Thursday, November 22, 2012

Tornado and Blob Chunking

The Tornado web framework is a great choice for implementing an application that can anticipate lots of client connections. It's claim to fame is that it can support thousands of concurrent users. And it does all of this in a single-threaded IO loop. Which can block on certain IO operations — like serving large blob objects.

The trick with Tornado is to understand where this blocking behavior occurs, and how that contrasts to the threaded-approach of handling many client connections concurrently. With a threaded-approach, the concept of a request handler, the code the application developer writes to fulfill user requests, doesn't need to do anything special. The framework takes care of maintaining thread management for any given request. With IO loops, we need to be conscientious of the fact that only one request handler is handled at any given time. So the trick is this — exit from the request handler as quickly as possible.

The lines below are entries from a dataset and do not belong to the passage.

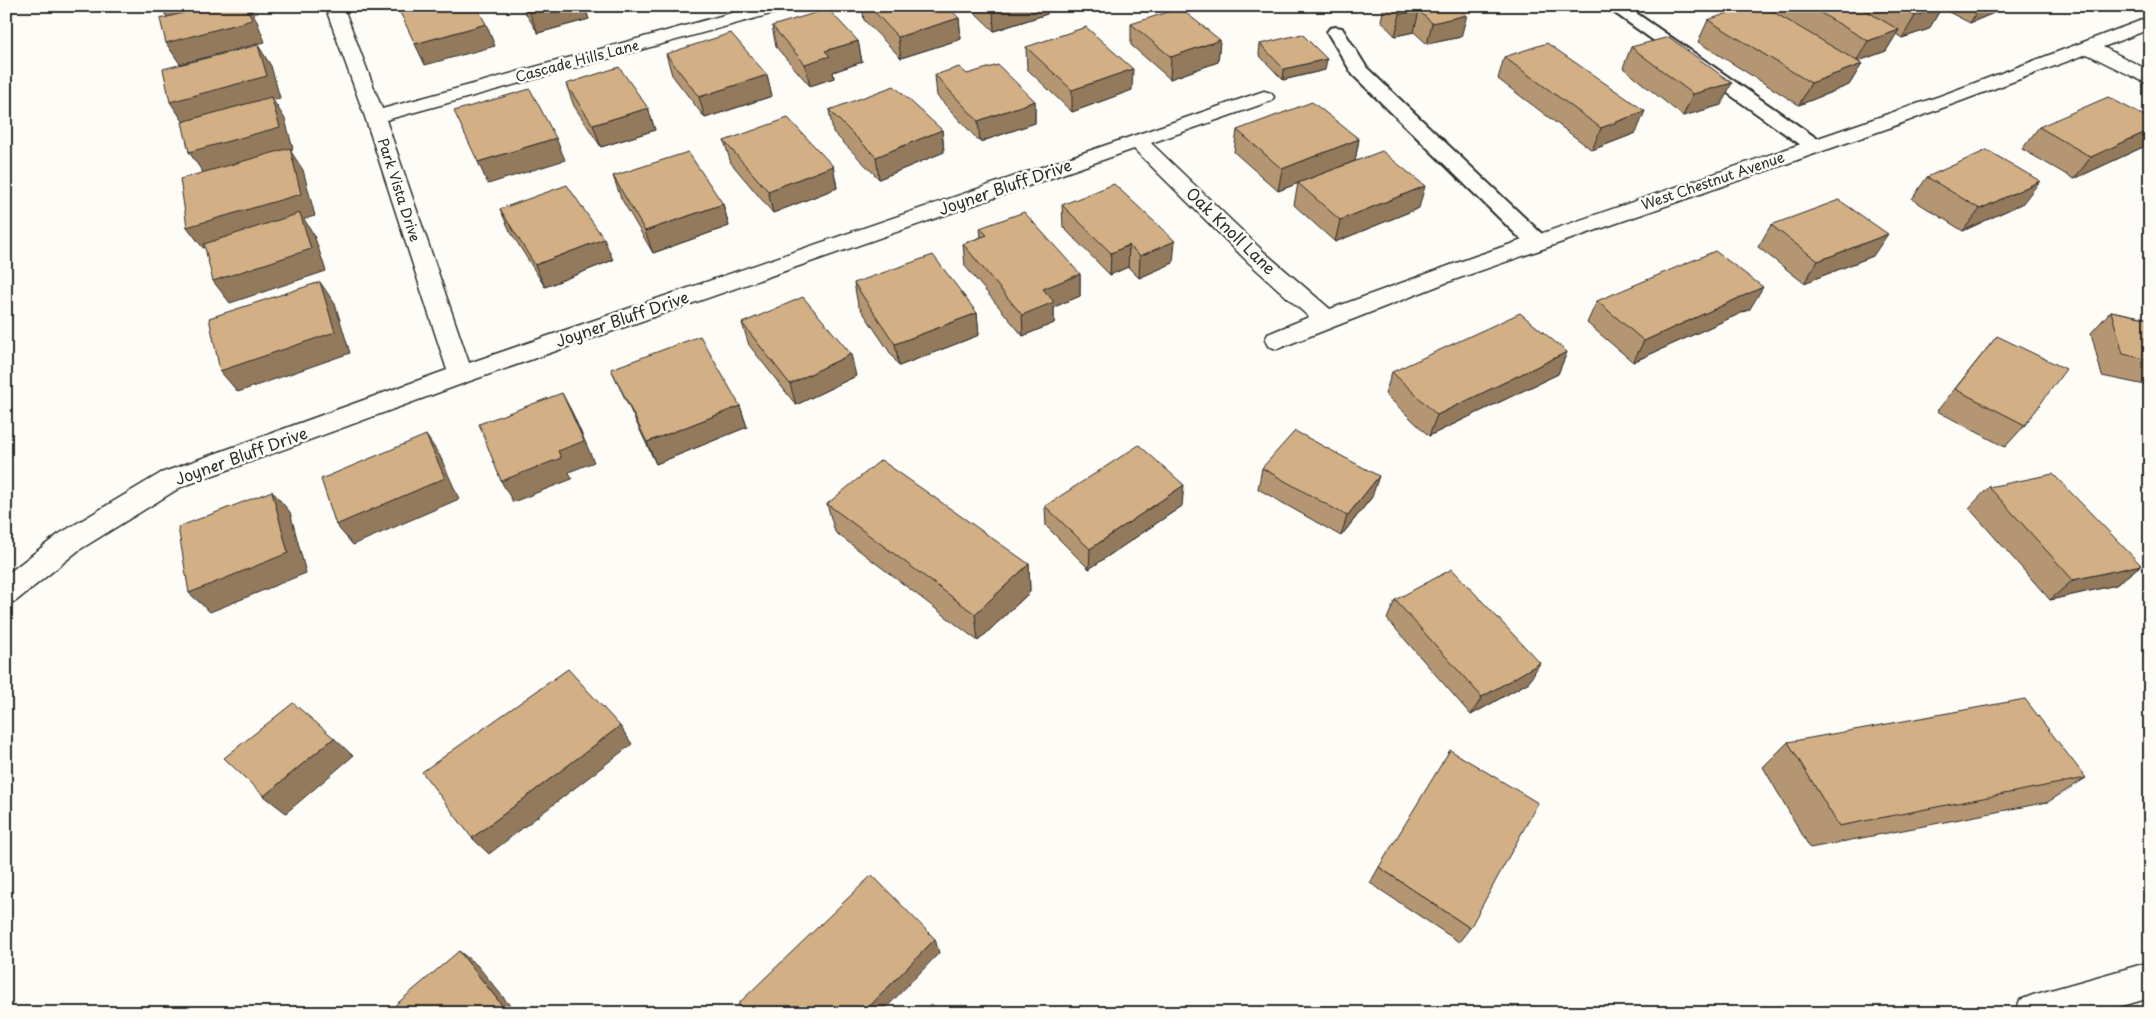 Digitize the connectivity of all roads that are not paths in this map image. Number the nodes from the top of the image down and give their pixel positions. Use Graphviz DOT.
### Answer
graph roads {
  1 [pos="334,6"];
  2 [pos="779,6"];
  3 [pos="1614,6"];
  4 [pos="2150,22"];
  5 [pos="1336,32"];
  6 [pos="2088,47"];
  7 [pos="2150,80"];
  8 [pos="1264,97"];
  9 [pos="375,117"];
  10 [pos="1137,141"];
  11 [pos="1815,146"];
  12 [pos="1537,242"];
  13 [pos="1326,319"];
  14 [pos="1277,340"];
  15 [pos="461,375"];
  16 [pos="6,592"];
  17 [pos="2150,980"];
  18 [pos="2033,1013"];
  1 -- 9 [label="street, Park Vista Drive"];
  2 -- 9 [label="street, Cascade Hills Lane"];
  3 -- 11 [label="lane"];
  4 -- 6 [label="street, West Chestnut Avenue"];
  5 -- 12 [label="lane"];
  6 -- 7 [label="street"];
  6 -- 11 [label="street, West Chestnut Avenue"];
  8 -- 10 [label="street, Joyner Bluff Drive"];
  9 -- 15 [label="street, Park Vista Drive"];
  10 -- 13 [label="street, Oak Knoll Lane"];
  10 -- 15 [label="street, Joyner Bluff Drive"];
  11 -- 12 [label="street, West Chestnut Avenue"];
  12 -- 13 [label="street, West Chestnut Avenue"];
  13 -- 14 [label="street, West Chestnut Avenue"];
  15 -- 16 [label="street, Joyner Bluff Drive"];
  17 -- 18 [label="street"];
}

Serving large blobs helps to illustrate this idea because they typically take a while to complete a request. Imagine you have a request handler that takes care of serving these blobs, and you have 10 users all asking for one at the same time. The request handler can only do one thing at a time, so the first download will happen really fast, while the user at the end of the line isn't so impressed. Tornado has some asynchronous facilities to help mitigate scenarios such as these. Remember, we want to exit the request handler as quickly as possible. Take a look at this really simple blob server.

import os.path
import httplib
from tornado.options import define, options
from tornado.ioloop import IOLoop
from tornado.web import Application,\
                        RequestHandler,\
                        asynchronous 

define(
    'blob',
    default = '',
    type = str
)

define(
    'chunk_size',
    default = 1024 * 1024,
    type = int
)

class FileHandler(RequestHandler):

    content_type = 'application/octet-stream'

    @asynchronous
    def get(self, *args):
        IOLoop.instance().add_callback(self.init_blob)

    def init_blob(self):
        try:
            self.blob = open(options.blob)
        except IOError, exc:
            self.set_status(httplib.NOT_FOUND)
            self.finish(str(exc))
            return
        blob_name = os.path.basename(self.blob.name)
        blob_size = os.path.getsize(self.blob.name)
        self.set_header('Content-Type', self.content_type)
        self.set_header('Content-Length', blob_size)
        self.set_header(
            'Content-Disposition',
            'inline; filename="%s"' % blob_name
        ) 
        IOLoop.instance().add_callback(self.send_chunk)

    def send_chunk(self):
        try:
            chunk = self.blob.read(options.chunk_size)
        except IOError, exc:
            self.set_status(httplib.INTERNAL_SERVER_ERROR)
            self.finish(str(exc))
            return
        if chunk:
            self.write(chunk)
            self.flush()
            IOLoop.instance().add_callback(self.send_chunk)
        else:
            self.blob.close()
            self.finish()

def main():
    options.parse_command_line()
    Application([
        (r'/', FileHandler),
    ]).listen(8888)
    IOLoop.instance().start()

if __name__ == "__main__":
    main()

Notice that the main job of the FileHandler.get() method is to add a callback handler, after which, we return immediately. This allows the IO loop to move onto the next request. The callback we've registered is FileHandler.init_blob(), which prepares the blob file that we're to serve in this request. Once the blob is prepared, we register yet another callback — FileHandler.send_chunk(). This is the meat of the file serving where each IO loop iteration sends a chunk of the blob back to the client. We repeatedly add new callbacks that send chunks to the client till the entire blob has been transferred.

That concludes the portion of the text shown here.